(Task objective) Consider the entries given below. Count the lines that include "Faisal" and give only the count.

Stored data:

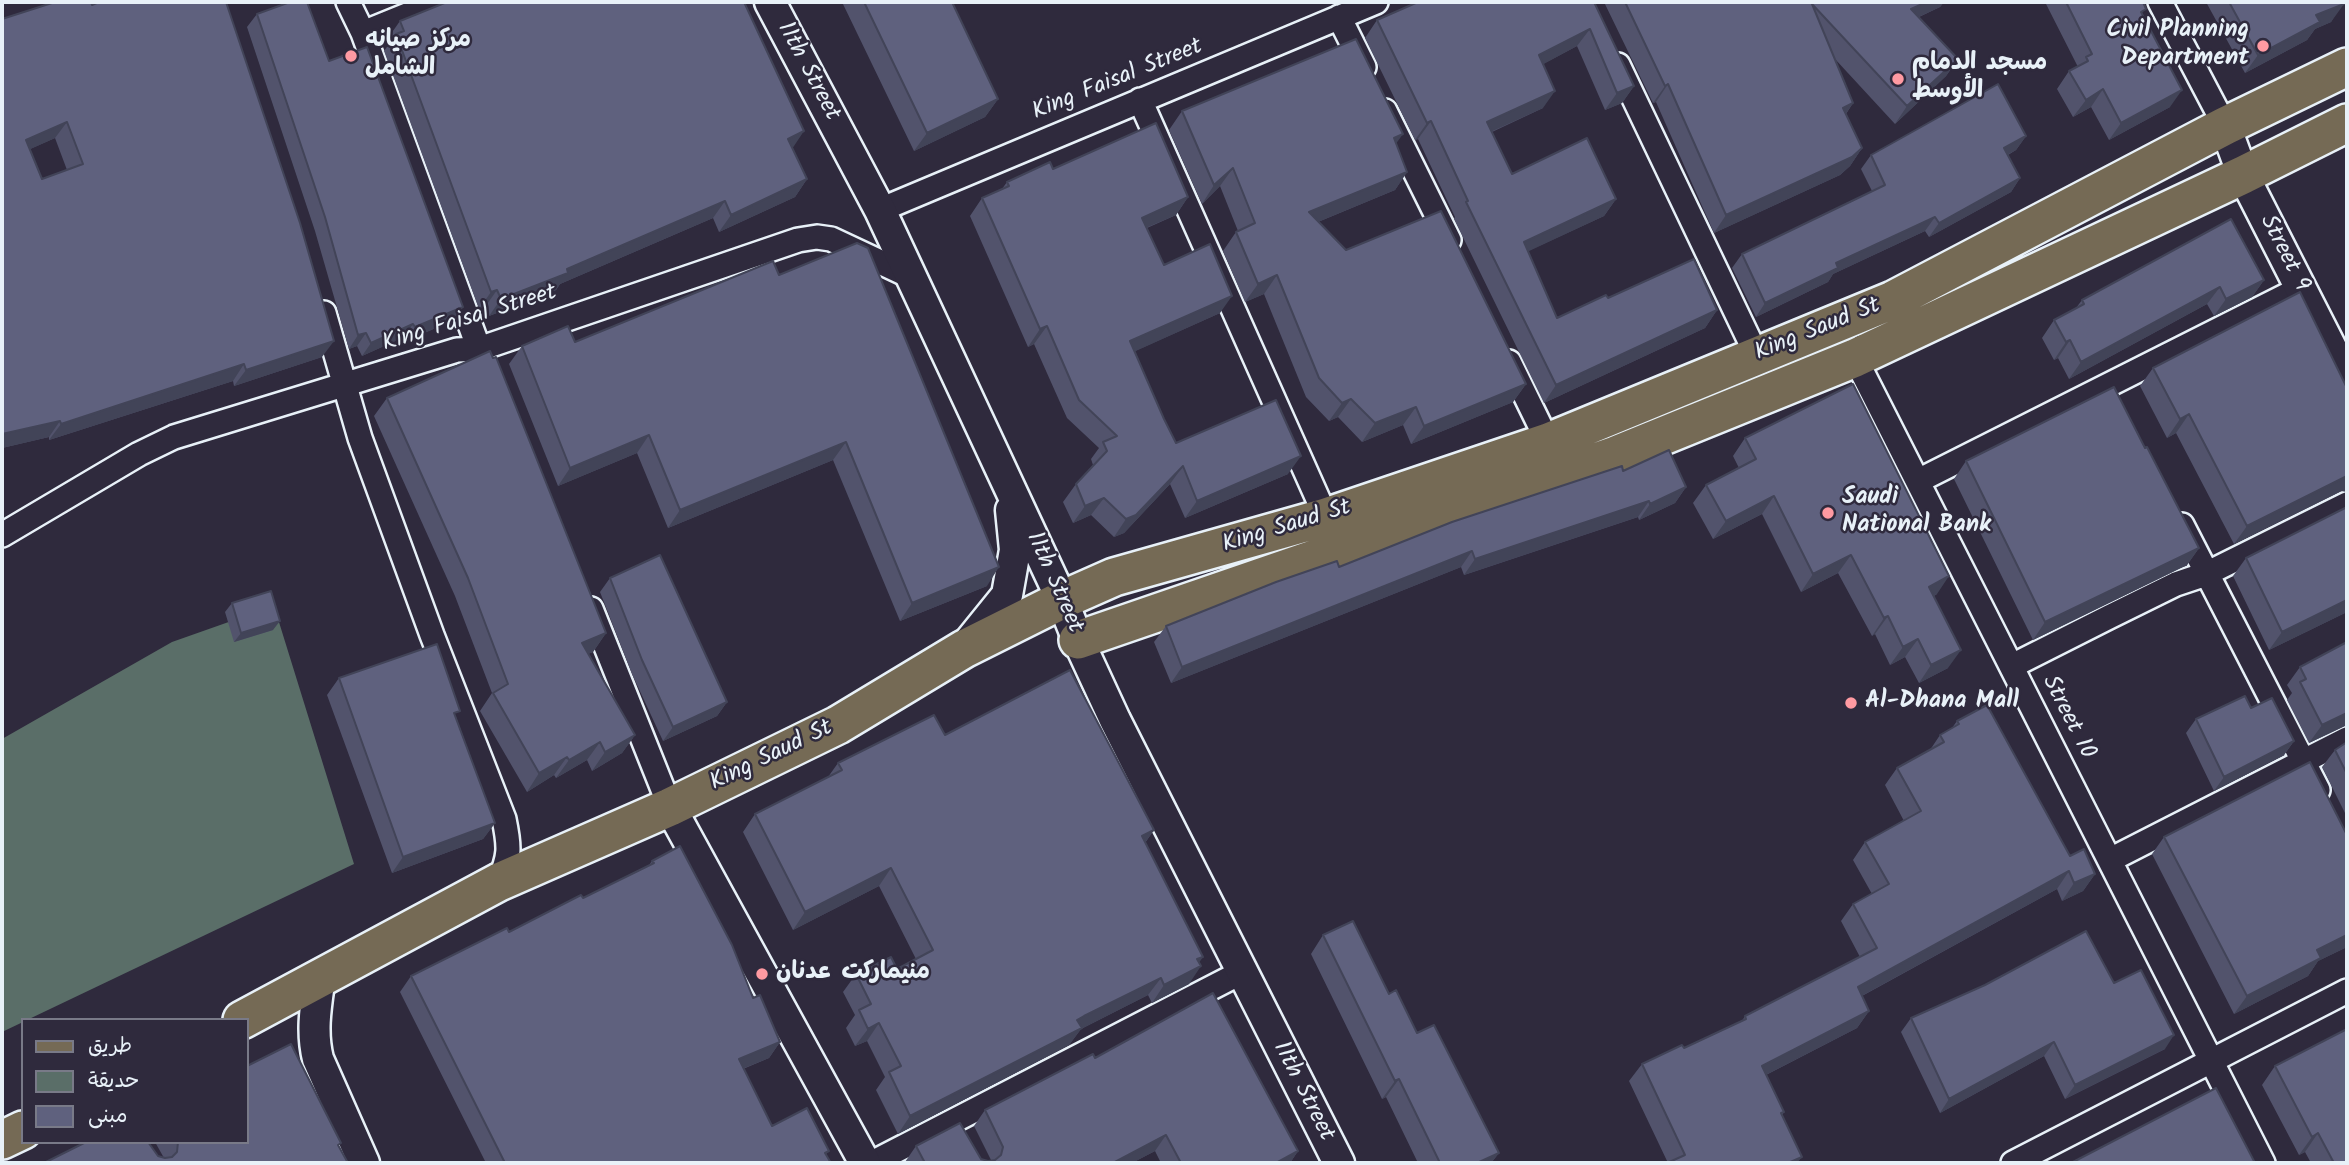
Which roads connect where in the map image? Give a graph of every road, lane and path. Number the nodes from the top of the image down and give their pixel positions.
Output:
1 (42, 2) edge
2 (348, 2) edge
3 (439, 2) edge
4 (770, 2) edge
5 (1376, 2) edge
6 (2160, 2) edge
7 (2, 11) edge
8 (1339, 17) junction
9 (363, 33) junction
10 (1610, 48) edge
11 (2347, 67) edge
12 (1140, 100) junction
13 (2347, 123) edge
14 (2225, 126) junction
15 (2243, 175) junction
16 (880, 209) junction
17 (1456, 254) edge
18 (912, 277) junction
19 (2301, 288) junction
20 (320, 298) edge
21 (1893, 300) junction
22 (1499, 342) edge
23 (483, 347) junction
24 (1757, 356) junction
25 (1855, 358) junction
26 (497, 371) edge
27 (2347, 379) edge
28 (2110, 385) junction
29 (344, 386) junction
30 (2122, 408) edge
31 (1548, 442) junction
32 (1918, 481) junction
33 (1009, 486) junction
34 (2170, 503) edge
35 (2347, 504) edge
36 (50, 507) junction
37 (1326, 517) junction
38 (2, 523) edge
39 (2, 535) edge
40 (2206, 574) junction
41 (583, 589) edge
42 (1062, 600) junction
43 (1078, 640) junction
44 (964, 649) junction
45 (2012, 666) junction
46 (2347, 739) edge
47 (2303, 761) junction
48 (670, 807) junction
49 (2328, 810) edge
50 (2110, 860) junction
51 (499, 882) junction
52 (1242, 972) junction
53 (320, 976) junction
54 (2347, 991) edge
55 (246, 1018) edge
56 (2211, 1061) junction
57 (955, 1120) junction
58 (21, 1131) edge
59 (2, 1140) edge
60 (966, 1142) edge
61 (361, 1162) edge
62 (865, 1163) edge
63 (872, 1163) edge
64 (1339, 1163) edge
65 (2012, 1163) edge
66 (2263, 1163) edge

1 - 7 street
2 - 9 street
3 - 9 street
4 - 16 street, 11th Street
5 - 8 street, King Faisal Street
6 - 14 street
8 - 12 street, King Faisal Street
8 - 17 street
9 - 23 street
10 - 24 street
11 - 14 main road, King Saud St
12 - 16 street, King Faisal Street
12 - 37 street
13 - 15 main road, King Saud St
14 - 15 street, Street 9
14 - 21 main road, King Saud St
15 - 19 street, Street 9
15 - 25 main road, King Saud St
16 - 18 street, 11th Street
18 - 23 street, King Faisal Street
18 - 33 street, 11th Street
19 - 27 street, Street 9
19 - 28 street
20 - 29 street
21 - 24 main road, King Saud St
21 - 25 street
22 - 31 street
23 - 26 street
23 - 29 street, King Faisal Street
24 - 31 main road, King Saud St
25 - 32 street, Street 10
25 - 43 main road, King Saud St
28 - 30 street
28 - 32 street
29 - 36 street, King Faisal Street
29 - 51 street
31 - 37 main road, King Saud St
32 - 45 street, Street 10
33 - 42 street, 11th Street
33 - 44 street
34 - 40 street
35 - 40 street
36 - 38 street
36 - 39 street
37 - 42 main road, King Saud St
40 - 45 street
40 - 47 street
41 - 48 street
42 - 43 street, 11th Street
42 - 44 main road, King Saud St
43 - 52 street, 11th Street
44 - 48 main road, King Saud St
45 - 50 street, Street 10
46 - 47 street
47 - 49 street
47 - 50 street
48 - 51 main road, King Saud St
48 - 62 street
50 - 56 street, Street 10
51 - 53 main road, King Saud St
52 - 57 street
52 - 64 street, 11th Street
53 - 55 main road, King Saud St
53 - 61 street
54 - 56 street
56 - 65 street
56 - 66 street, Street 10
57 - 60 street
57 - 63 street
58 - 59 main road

(Finished exercise) 6